PROMPT
As the answer, give a copy of each line below that includes the word "Right".

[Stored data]

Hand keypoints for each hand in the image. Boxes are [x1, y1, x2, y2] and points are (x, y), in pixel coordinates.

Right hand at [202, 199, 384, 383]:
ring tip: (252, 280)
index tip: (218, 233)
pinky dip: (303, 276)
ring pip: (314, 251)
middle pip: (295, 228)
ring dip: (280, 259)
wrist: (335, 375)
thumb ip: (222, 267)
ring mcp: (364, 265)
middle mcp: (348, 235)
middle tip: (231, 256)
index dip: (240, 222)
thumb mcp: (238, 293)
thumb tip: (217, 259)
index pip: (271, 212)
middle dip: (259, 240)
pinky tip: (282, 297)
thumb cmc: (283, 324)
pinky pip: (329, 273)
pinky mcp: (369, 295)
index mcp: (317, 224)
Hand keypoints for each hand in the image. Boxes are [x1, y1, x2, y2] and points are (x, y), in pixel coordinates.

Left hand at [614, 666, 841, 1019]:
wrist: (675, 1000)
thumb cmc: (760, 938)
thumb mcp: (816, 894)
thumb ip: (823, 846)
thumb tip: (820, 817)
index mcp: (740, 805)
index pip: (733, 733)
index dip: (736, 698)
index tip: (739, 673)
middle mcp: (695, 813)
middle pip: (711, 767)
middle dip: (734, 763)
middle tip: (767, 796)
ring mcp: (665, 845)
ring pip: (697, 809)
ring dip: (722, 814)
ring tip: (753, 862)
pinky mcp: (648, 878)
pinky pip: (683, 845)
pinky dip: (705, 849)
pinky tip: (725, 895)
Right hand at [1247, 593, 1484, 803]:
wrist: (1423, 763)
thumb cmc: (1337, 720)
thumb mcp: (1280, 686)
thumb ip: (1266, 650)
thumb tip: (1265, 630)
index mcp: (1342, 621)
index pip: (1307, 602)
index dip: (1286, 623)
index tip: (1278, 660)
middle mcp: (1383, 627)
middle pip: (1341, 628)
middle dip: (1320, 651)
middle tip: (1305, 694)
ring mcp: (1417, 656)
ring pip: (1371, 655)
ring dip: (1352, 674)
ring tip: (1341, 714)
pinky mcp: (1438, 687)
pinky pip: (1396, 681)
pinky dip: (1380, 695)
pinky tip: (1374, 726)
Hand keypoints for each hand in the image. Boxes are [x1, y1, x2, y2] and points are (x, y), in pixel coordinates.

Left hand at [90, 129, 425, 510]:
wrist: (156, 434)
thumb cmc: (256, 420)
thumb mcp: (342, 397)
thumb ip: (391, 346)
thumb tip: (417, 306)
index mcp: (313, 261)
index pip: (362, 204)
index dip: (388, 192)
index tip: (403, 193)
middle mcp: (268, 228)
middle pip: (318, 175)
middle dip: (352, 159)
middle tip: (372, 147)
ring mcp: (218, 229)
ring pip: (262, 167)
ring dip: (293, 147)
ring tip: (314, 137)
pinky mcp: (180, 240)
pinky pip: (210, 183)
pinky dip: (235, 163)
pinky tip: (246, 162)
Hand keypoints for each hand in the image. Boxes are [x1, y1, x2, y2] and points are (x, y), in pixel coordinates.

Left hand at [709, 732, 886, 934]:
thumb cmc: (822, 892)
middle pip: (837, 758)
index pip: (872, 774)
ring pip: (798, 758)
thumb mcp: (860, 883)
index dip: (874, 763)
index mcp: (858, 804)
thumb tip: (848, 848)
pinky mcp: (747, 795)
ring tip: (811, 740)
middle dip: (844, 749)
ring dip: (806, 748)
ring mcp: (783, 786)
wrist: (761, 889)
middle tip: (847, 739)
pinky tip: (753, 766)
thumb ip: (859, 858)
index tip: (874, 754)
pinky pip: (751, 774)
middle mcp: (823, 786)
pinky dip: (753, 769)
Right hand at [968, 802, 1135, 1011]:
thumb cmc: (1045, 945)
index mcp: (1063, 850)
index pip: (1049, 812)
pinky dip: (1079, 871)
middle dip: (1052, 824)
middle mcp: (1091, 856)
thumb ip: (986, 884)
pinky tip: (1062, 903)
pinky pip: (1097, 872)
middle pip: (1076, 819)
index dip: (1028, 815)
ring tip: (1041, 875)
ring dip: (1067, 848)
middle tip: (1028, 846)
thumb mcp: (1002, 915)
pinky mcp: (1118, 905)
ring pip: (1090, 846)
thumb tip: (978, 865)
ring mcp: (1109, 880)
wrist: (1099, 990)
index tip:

ANSWER
Right hand at [202, 199, 384, 383]:
Right hand at [1247, 593, 1484, 803]:
Right hand at [968, 802, 1135, 1011]:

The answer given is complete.